The fact that he was released from the Springbok squad last week, regarded by selectors as not good enough, gives the Lions some idea of what awaits them when the real action starts on Saturday week.
Rather than praise his opposite number, Stephen Ferris chose to lambast Wayne Barnes, accusing the English referee of allowing Brussow to 'get away with murder' in the course of refereeing the contact area 'very badly'.
The Ulsterman's view may have been clouded somewhat by his early sinbinning which allowed the Cheetahs to begin their improbable recovery with two converted tries during his absence.
Shane Williams, missing another opportunity to close the gap on Ugo Monye for a Test place, threw the pass which the Cheetahs turned into an 80-yard interception try which gave them seven minutes to find the winning drop goal.
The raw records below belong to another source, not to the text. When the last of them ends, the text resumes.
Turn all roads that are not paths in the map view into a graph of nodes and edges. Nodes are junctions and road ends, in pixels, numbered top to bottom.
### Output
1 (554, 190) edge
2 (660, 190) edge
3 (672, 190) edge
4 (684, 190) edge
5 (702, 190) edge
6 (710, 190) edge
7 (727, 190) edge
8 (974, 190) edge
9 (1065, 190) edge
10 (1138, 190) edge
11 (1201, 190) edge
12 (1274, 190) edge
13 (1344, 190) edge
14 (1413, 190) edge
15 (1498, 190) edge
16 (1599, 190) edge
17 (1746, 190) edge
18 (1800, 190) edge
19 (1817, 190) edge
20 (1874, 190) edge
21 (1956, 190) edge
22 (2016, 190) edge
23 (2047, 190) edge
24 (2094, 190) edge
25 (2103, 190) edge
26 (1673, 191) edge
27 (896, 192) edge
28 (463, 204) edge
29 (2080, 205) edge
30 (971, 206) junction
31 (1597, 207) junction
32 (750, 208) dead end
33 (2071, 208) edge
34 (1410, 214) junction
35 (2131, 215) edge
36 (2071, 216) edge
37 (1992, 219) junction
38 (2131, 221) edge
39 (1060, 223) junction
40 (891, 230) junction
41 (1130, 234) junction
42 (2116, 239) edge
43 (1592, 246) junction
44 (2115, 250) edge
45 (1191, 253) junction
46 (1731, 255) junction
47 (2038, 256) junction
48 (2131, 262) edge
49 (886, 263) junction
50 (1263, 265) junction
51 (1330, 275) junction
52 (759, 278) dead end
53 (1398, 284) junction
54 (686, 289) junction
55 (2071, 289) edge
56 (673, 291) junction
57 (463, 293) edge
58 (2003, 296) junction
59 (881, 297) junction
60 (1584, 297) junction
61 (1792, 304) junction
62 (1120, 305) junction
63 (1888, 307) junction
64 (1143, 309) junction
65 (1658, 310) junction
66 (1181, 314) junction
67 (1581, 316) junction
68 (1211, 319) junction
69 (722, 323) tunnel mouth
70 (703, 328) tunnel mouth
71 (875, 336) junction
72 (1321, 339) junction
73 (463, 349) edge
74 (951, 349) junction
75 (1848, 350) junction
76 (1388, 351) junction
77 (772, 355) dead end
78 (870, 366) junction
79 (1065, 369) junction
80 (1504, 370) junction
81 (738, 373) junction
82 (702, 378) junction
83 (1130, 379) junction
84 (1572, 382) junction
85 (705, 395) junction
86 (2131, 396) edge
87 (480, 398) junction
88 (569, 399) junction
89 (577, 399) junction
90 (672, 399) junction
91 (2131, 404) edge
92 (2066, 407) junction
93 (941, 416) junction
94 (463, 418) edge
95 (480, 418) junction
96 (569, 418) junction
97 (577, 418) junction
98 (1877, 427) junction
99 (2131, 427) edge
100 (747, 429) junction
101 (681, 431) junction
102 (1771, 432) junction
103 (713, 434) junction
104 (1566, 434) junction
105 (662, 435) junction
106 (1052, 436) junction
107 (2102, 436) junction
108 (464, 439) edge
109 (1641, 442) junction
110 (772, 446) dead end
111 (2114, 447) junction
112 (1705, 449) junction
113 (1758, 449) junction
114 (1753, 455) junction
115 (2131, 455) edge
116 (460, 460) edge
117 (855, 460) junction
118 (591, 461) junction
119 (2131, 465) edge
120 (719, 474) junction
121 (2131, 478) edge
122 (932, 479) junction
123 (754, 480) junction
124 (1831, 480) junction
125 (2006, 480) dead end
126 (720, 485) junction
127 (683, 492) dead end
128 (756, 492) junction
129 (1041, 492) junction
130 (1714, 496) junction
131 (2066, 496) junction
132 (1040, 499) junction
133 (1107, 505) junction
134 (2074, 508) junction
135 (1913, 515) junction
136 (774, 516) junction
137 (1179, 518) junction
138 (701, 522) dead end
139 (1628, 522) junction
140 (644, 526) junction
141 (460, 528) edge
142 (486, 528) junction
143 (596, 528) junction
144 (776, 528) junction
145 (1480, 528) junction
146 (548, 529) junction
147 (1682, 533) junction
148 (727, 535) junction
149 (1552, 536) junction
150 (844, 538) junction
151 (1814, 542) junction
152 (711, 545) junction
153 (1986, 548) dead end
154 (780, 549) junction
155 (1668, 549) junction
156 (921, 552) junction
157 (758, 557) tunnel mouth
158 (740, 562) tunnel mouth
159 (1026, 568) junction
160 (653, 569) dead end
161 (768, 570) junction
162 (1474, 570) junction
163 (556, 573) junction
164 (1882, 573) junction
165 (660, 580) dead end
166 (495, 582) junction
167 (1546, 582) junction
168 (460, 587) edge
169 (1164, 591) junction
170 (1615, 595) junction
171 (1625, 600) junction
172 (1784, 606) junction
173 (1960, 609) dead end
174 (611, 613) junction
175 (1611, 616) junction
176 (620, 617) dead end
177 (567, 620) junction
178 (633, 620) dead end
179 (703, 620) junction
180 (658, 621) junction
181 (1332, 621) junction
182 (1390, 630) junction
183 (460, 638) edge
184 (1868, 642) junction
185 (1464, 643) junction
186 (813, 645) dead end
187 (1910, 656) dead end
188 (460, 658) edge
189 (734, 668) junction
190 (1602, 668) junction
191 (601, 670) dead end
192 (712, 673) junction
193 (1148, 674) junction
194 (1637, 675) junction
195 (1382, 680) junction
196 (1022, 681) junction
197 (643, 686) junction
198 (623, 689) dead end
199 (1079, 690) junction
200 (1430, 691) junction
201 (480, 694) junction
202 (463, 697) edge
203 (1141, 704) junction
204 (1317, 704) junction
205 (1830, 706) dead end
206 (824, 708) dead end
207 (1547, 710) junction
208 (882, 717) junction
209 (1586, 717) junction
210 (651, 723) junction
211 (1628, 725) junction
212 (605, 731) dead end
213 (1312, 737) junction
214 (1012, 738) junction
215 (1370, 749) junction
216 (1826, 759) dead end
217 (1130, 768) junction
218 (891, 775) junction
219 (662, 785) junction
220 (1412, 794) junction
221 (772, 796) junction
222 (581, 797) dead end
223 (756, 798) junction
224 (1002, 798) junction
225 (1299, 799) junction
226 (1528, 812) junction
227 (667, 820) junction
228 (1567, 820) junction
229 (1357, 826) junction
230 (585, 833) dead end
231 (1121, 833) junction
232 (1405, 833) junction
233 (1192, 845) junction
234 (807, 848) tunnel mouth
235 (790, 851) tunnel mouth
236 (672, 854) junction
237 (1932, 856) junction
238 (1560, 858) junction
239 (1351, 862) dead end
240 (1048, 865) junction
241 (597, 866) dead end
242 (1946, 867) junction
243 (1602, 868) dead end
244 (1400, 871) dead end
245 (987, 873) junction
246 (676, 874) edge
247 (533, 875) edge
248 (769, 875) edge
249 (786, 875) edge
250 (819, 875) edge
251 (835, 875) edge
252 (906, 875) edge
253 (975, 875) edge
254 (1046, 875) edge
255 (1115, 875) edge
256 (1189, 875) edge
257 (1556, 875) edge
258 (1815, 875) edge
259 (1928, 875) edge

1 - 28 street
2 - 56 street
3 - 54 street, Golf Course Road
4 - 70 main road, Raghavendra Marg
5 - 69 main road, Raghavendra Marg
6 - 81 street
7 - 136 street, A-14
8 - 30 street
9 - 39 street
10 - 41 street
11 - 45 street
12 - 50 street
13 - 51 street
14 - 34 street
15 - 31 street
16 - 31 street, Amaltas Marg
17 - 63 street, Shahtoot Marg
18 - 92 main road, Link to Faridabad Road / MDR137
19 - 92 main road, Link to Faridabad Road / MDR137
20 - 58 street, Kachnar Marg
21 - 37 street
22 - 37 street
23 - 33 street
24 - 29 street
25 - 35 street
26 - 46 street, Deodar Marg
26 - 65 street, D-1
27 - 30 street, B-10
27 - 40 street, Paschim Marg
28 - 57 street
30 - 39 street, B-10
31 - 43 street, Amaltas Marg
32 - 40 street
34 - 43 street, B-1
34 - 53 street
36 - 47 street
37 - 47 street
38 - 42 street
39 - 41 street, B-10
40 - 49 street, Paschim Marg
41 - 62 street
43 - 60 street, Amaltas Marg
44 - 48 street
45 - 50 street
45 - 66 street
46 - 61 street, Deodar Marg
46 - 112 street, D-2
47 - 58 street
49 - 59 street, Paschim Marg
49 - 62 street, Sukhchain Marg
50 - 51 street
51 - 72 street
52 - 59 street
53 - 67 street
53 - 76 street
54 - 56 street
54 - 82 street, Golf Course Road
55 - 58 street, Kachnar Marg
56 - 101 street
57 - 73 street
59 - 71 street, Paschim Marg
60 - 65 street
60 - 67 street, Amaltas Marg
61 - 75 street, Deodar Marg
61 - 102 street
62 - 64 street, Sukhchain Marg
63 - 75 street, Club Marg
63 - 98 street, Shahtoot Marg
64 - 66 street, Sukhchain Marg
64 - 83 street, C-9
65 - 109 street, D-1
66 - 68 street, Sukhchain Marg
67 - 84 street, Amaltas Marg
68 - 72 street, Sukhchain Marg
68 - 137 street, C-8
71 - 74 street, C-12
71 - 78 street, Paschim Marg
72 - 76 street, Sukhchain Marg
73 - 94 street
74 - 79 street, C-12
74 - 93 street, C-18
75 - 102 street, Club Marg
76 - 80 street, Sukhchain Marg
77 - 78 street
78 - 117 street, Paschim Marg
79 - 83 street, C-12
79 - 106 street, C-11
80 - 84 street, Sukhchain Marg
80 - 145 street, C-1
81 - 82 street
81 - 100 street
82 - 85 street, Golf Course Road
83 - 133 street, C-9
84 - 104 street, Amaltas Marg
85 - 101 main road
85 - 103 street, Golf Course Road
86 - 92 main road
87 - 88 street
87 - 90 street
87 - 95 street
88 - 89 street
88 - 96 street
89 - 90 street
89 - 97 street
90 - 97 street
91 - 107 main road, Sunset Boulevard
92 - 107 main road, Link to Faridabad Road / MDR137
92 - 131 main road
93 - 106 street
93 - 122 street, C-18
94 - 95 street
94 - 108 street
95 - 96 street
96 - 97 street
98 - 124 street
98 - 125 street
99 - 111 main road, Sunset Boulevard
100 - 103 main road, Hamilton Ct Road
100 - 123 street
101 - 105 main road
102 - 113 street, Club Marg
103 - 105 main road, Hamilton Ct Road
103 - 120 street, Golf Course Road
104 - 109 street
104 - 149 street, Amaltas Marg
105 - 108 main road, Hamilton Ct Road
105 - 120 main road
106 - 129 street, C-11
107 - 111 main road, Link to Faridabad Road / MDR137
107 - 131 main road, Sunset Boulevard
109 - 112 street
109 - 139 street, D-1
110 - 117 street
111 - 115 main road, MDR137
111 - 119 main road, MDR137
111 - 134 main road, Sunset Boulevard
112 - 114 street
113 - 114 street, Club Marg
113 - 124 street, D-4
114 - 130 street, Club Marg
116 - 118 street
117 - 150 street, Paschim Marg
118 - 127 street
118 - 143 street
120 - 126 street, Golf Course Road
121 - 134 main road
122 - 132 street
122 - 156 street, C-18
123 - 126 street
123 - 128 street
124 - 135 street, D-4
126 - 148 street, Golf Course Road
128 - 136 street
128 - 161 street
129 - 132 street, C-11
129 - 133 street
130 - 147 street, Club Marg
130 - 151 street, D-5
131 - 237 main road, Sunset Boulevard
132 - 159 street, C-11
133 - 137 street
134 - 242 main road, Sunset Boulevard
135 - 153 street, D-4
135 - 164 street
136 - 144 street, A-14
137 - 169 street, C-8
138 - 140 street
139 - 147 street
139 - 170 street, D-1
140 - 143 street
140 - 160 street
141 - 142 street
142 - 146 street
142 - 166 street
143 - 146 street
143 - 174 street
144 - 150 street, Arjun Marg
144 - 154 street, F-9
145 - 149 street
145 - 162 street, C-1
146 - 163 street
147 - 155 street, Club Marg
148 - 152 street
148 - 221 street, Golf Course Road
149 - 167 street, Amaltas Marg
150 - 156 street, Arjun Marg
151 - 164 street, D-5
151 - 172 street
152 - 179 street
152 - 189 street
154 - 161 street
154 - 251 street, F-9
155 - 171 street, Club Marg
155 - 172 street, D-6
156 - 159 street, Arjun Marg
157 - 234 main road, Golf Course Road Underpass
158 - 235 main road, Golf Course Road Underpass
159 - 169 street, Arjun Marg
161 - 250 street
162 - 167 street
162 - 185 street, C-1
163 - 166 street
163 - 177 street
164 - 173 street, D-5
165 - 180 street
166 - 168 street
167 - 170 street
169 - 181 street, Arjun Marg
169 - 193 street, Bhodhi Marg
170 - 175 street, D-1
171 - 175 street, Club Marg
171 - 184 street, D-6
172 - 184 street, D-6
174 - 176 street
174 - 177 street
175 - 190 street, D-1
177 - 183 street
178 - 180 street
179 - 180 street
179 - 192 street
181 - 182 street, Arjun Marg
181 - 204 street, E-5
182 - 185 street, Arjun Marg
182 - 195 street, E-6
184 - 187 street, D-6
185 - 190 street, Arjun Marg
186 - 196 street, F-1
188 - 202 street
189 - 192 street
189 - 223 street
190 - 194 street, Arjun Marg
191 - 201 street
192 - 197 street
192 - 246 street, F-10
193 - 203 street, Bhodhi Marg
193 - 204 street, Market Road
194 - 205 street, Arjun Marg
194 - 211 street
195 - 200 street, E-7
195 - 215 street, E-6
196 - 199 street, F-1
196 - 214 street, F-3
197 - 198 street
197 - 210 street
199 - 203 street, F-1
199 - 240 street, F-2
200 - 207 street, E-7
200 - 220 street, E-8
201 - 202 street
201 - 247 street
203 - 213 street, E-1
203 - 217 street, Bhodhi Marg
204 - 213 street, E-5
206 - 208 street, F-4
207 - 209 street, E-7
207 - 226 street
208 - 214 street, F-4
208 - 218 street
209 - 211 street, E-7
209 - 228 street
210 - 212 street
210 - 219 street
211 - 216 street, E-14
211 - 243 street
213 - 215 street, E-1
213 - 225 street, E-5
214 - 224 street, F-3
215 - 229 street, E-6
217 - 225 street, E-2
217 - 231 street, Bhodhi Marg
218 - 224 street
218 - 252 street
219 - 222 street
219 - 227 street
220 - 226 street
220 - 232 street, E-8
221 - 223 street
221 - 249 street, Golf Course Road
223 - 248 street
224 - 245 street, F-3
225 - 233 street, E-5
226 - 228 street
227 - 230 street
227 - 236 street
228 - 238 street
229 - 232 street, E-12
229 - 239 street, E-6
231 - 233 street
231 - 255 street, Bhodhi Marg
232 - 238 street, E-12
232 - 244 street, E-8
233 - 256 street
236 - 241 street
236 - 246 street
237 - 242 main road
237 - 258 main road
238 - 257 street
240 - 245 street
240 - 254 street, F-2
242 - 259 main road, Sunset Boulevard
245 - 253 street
Lee Byrne's first knock-on of the trip allowed Louis Strydom to take steady aim from halfway.
At that moment, with 70 seconds left, the Lions thought they were done for. So, too, did Strydom, his clenched fists ready in celebration only for the ball to drift away at the last moment.
While the Cheetahs missed four shots out of eight, James Hook landed six out of six, raising the Lions cumulative tally for the to 24 out of 25. Goalkicking is not a problem, which is just as well because there are enough worries elsewhere.
Stephen Jones in the Sunday Times
This was as desperately disappointing as the thumping midweek win was elevating, and the Lions could easily have lost.
There was real hope in the eyes of Louis Strydom of the Cheetahs as he dropped for goal to win the match at the end, and it was only in the last few yards of the flight of the ball that he turned away and cursed his rotten luck.
Shall we get the mitigating circumstances out of the way first? The Cheetahs were wonderfully committed and harsh, they had a hard-nosed footballing nous and they defended magnificently. And the Lions were hamstrung by their own wish that anyone who had not started on tour as yet could start yesterday. So combinations were unfamiliar, and some struggled horribly.
Alex Spink in the Sunday Mirror
Paul O'Connell's dozy Lions came within a whisker of blowing their unbeaten record after nodding off yesterday.
O'Connell was furious with his team after they opened up a 20-point lead - yet allowed their lowly opponents to almost steal victory.
Only a narrowly-missed drop goal attempt by replacement Louis Strydom, two minutes into stoppage time, denied the Cheetahs a famous victory.
On a forgettable afternoon at Free State Stadium none of the Lions, aside from fly-half James Hook, who kicked 16 points, and props Andrew Sheridan and Euan Murray, enhanced their reputations.